Saved entries:
____________________

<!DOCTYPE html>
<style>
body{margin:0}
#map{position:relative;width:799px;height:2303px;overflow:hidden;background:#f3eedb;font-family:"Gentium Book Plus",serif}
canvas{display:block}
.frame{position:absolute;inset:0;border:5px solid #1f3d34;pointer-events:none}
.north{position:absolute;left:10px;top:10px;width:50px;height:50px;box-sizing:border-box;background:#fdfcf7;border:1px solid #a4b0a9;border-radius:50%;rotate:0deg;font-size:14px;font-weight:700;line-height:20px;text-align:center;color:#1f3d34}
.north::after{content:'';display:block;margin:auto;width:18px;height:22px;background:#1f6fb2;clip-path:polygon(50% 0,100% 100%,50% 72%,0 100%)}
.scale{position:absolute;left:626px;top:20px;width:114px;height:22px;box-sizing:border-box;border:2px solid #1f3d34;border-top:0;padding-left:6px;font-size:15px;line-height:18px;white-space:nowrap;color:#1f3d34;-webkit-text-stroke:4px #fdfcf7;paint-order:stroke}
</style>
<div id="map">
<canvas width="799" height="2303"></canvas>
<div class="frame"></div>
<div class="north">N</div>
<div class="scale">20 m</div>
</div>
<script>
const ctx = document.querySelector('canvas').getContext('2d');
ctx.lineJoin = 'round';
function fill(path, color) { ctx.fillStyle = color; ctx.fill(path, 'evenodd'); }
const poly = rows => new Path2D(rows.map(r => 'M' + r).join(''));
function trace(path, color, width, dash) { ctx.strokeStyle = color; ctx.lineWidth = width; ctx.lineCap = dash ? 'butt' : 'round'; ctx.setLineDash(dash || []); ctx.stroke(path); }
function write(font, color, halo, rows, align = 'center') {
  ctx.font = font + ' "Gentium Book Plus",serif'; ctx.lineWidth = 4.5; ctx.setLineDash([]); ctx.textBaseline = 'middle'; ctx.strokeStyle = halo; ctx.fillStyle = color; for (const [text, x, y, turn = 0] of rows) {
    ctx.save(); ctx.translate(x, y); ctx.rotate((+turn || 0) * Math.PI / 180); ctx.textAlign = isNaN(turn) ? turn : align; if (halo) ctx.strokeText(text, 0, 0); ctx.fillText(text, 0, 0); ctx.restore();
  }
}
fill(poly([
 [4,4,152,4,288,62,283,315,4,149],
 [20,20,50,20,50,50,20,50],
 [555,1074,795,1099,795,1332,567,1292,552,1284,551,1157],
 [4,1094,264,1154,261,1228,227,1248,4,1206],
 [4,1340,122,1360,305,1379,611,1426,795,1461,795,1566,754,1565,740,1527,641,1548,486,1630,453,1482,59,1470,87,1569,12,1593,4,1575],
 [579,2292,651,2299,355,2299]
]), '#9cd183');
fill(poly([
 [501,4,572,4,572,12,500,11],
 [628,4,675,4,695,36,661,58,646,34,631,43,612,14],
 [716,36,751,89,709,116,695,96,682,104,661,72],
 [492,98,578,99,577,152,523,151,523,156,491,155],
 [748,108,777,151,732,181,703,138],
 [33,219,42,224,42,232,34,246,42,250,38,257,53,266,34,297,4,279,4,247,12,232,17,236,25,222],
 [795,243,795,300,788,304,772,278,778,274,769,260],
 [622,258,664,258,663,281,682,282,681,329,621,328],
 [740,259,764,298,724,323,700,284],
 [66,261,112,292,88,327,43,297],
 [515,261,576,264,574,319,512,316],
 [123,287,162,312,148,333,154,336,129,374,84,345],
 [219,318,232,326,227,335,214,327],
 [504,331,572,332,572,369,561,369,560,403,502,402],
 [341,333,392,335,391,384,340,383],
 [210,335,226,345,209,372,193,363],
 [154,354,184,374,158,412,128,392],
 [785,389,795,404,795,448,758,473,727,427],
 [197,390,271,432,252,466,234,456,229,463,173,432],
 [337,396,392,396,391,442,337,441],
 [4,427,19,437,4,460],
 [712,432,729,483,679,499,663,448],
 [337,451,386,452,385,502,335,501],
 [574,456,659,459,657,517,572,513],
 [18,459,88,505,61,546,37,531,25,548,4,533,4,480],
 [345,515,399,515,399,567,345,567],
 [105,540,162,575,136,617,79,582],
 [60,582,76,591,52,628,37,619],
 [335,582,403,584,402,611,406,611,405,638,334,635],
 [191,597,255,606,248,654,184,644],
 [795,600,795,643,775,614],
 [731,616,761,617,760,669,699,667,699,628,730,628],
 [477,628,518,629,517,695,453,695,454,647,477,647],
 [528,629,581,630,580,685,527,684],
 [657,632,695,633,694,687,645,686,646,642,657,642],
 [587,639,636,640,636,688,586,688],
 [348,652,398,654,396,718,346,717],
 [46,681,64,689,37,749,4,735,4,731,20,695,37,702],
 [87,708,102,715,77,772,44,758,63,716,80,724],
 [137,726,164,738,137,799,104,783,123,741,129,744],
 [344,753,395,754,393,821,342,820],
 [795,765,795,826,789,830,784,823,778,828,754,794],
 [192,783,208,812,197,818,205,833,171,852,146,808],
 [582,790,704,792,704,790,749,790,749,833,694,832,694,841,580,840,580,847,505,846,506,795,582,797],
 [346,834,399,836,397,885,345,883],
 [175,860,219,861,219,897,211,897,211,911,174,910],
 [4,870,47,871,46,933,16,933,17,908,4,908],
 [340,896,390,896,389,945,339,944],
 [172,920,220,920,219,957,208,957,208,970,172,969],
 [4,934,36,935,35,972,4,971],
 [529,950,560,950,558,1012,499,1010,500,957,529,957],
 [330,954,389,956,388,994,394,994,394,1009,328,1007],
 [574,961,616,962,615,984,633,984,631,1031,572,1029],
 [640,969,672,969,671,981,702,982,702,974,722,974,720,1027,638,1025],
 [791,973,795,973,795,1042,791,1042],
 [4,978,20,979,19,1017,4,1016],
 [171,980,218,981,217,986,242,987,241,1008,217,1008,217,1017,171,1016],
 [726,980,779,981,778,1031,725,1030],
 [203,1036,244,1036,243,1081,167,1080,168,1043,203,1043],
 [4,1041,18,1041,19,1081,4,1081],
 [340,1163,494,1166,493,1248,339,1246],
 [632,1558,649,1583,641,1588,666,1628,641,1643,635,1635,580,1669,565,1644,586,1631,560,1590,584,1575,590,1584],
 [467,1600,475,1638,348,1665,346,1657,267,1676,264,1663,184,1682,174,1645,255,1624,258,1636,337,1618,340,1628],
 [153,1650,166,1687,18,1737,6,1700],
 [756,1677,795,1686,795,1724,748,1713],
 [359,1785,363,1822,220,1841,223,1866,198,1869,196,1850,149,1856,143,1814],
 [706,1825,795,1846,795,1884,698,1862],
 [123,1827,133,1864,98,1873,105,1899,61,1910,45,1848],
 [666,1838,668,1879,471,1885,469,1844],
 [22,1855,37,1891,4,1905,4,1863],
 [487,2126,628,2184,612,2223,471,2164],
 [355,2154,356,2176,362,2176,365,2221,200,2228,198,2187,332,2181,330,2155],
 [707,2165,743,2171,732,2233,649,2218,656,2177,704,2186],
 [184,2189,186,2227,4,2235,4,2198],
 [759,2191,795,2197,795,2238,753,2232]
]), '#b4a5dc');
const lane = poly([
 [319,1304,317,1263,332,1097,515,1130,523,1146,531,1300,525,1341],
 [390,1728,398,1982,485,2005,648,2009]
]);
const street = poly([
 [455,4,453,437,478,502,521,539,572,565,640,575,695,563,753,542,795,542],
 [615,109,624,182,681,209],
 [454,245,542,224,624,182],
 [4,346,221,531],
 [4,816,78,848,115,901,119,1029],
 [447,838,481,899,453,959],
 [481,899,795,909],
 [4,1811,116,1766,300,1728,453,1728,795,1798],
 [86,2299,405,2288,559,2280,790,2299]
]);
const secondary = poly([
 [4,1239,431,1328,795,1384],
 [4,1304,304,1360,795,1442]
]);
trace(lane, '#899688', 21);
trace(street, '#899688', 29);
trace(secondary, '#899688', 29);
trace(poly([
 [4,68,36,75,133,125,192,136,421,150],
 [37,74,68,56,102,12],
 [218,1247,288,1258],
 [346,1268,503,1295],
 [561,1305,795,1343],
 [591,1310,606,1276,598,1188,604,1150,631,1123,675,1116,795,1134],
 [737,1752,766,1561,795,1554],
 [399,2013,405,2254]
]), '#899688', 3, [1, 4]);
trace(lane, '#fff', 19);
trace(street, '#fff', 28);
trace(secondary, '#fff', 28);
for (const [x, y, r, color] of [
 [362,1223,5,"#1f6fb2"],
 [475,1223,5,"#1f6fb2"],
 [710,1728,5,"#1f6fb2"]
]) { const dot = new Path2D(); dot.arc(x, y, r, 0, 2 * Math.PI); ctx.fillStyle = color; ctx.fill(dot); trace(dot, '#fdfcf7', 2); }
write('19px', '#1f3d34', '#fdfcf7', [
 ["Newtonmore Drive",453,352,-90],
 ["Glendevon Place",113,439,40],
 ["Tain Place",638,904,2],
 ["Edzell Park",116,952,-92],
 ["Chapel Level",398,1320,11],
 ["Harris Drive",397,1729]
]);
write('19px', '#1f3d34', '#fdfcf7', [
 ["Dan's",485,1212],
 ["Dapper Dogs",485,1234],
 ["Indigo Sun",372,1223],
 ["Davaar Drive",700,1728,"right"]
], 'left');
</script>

____________________

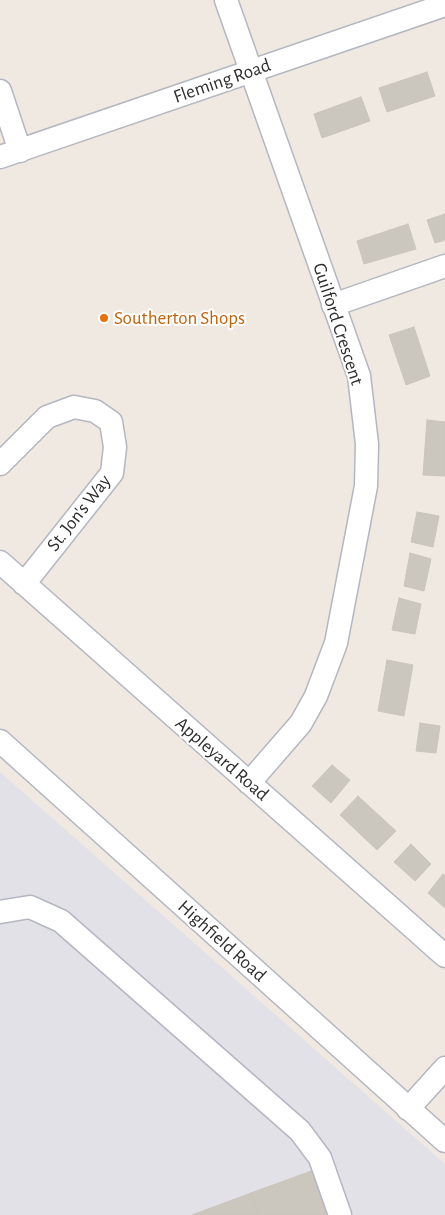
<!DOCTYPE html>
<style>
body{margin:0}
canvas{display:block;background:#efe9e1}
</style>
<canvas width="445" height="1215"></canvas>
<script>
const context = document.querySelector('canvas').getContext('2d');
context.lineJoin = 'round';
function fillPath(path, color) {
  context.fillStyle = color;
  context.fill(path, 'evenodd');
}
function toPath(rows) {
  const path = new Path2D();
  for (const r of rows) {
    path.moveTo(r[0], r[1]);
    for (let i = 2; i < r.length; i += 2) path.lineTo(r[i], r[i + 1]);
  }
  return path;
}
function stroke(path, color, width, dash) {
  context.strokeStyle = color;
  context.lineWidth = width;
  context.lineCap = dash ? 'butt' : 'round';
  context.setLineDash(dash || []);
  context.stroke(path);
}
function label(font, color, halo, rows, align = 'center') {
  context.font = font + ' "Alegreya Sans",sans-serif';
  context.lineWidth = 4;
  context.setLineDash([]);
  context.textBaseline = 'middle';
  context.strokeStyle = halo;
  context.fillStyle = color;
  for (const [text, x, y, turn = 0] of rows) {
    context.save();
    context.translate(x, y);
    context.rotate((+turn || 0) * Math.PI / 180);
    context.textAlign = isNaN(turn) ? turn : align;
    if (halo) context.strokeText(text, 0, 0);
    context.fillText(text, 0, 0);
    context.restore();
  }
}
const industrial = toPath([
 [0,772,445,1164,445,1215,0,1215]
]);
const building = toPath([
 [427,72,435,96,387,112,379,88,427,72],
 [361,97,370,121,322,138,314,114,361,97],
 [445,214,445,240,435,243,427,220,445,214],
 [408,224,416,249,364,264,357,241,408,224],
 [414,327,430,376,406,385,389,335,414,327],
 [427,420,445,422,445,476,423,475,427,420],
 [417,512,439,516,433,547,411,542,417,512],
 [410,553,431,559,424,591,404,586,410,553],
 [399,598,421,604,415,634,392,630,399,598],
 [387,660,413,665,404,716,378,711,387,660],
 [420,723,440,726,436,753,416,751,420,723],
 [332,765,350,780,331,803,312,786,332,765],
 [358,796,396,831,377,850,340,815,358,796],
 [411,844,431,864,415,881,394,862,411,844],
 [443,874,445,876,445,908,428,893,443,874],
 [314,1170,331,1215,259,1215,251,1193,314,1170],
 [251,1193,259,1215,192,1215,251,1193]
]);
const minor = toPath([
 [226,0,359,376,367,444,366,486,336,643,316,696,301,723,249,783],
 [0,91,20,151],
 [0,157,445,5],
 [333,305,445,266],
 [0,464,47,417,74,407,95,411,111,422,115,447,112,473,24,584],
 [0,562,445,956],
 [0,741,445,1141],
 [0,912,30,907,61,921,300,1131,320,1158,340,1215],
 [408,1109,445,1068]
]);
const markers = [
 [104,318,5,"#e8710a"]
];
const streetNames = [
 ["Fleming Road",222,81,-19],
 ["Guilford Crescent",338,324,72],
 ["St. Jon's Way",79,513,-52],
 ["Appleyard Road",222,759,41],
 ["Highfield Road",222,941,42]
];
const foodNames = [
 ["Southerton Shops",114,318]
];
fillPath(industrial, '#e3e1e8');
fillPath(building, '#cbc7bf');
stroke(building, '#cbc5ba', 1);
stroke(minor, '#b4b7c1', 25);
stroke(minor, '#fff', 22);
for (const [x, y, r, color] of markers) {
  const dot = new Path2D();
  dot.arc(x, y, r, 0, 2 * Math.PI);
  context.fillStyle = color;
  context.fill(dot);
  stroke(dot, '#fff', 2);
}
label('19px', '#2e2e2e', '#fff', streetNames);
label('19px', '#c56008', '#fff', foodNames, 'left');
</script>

____________________

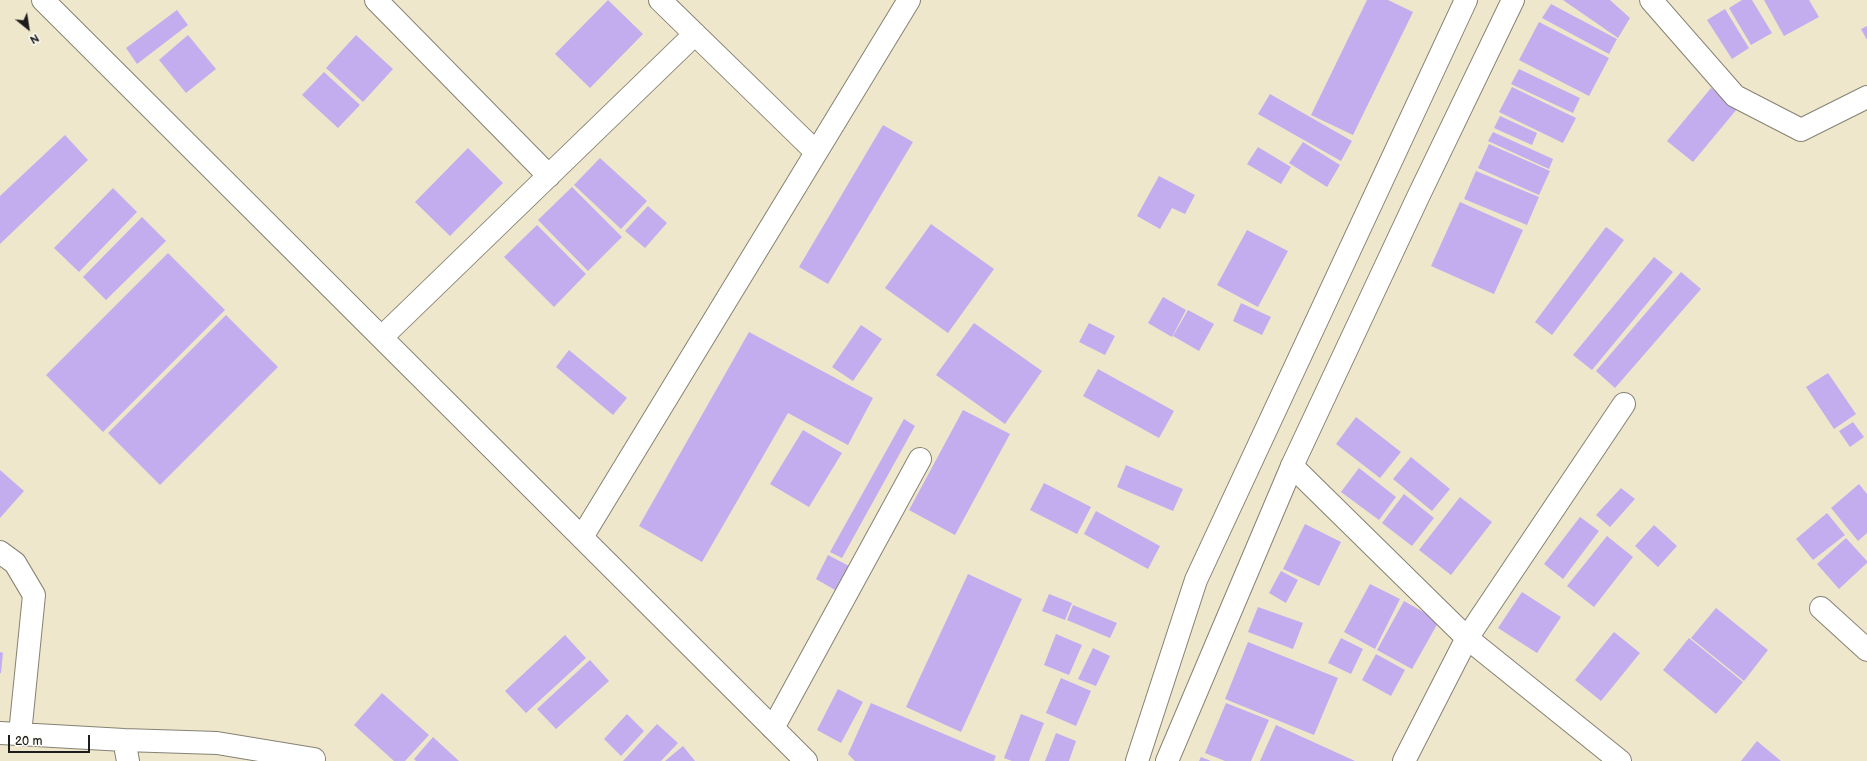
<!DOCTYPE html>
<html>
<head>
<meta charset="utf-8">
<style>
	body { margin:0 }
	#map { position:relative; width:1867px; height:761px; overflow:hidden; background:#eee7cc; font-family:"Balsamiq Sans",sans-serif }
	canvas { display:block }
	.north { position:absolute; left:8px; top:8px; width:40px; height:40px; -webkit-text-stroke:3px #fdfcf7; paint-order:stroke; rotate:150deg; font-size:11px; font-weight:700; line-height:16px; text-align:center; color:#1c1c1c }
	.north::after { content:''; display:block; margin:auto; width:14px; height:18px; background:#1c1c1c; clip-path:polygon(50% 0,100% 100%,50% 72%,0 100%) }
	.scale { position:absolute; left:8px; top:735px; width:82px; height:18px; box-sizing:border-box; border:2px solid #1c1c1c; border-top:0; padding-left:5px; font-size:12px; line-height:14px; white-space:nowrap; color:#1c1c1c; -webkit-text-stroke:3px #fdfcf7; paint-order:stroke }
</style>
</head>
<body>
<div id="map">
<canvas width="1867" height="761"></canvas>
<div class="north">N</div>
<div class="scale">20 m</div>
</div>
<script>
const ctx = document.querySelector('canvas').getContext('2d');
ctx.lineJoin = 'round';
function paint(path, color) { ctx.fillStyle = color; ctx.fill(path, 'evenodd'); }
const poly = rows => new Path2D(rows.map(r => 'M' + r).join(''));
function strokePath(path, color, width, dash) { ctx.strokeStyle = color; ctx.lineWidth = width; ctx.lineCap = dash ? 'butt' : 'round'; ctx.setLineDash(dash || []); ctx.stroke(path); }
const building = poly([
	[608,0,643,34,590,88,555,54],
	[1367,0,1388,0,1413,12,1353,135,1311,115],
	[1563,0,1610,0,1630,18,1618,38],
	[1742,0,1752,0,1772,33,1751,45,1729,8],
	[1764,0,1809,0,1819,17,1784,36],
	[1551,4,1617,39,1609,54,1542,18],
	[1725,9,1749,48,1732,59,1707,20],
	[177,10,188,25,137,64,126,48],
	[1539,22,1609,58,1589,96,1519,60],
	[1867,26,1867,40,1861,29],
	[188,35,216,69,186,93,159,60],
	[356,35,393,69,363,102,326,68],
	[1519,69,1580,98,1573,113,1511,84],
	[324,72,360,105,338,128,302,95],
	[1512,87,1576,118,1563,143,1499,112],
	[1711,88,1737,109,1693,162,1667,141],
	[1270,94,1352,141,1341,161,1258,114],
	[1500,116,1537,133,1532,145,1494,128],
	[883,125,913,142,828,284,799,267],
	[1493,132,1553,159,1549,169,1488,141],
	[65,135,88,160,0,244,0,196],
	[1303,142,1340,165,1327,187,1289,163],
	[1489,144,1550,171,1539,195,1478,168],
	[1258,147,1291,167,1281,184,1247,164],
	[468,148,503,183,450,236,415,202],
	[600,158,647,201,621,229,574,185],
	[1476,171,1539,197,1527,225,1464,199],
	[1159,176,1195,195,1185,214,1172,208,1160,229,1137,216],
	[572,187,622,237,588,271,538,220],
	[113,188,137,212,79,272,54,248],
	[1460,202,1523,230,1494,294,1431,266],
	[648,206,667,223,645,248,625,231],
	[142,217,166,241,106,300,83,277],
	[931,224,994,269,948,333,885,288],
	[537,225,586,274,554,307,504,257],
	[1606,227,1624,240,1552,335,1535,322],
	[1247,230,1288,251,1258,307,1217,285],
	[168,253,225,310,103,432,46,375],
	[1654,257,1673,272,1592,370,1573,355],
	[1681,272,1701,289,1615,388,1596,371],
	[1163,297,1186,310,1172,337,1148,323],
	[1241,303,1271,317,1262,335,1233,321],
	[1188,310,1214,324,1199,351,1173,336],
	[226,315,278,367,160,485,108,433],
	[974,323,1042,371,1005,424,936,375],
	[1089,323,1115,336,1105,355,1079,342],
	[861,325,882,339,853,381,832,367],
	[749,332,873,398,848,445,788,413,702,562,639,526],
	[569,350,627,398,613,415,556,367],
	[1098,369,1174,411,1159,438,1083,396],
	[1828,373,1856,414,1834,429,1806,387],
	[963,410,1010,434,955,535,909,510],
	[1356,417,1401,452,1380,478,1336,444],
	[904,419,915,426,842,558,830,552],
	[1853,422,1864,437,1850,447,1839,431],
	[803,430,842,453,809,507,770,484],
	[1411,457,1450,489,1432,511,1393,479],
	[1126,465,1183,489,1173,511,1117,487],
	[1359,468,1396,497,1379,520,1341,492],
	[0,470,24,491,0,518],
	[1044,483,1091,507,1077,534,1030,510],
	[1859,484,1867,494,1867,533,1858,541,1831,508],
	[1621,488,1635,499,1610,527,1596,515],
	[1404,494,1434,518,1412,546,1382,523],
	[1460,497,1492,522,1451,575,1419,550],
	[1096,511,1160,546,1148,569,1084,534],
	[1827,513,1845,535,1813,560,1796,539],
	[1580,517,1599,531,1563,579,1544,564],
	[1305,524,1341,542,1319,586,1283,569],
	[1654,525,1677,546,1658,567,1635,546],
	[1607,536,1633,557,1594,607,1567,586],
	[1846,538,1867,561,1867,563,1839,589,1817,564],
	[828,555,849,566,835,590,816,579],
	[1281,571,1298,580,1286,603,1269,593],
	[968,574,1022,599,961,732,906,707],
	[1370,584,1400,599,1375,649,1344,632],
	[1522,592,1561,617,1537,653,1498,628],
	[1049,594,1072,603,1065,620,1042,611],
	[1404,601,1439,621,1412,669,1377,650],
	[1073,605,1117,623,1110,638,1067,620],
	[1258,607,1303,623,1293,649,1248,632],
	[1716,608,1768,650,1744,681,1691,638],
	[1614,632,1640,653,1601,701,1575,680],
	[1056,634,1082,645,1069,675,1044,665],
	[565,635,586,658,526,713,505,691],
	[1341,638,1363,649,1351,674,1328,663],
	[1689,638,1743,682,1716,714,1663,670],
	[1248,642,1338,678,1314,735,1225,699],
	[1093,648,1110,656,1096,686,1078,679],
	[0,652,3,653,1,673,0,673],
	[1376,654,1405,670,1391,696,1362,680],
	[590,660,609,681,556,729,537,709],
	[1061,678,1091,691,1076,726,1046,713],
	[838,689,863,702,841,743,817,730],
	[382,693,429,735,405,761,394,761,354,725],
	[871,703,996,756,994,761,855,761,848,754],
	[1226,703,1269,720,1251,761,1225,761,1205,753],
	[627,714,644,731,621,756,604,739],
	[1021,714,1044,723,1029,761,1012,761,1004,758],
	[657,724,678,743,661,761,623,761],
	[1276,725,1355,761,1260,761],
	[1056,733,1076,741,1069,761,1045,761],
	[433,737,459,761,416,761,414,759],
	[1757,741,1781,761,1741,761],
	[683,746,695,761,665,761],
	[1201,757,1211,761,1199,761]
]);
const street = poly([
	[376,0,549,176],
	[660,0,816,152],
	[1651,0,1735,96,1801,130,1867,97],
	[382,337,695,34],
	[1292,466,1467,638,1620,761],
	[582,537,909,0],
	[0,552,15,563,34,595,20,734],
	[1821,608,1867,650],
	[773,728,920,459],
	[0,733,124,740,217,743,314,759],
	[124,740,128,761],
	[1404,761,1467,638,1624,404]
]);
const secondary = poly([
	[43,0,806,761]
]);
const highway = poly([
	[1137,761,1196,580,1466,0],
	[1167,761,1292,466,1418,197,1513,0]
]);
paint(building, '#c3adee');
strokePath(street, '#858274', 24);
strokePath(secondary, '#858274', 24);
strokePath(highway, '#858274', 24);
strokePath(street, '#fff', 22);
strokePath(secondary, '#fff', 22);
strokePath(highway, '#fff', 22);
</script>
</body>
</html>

____________________

Work order: Copy all lines from the entries that contain the word "halo".

Result of this task:
function write(font, color, halo, rows, align = 'center') {
  ctx.font = font + ' "Gentium Book Plus",serif'; ctx.lineWidth = 4.5; ctx.setLineDash([]); ctx.textBaseline = 'middle'; ctx.strokeStyle = halo; ctx.fillStyle = color; for (const [text, x, y, turn = 0] of rows) {
    ctx.save(); ctx.translate(x, y); ctx.rotate((+turn || 0) * Math.PI / 180); ctx.textAlign = isNaN(turn) ? turn : align; if (halo) ctx.strokeText(text, 0, 0); ctx.fillText(text, 0, 0); ctx.restore();
function label(font, color, halo, rows, align = 'center') {
  context.strokeStyle = halo;
    if (halo) context.strokeText(text, 0, 0);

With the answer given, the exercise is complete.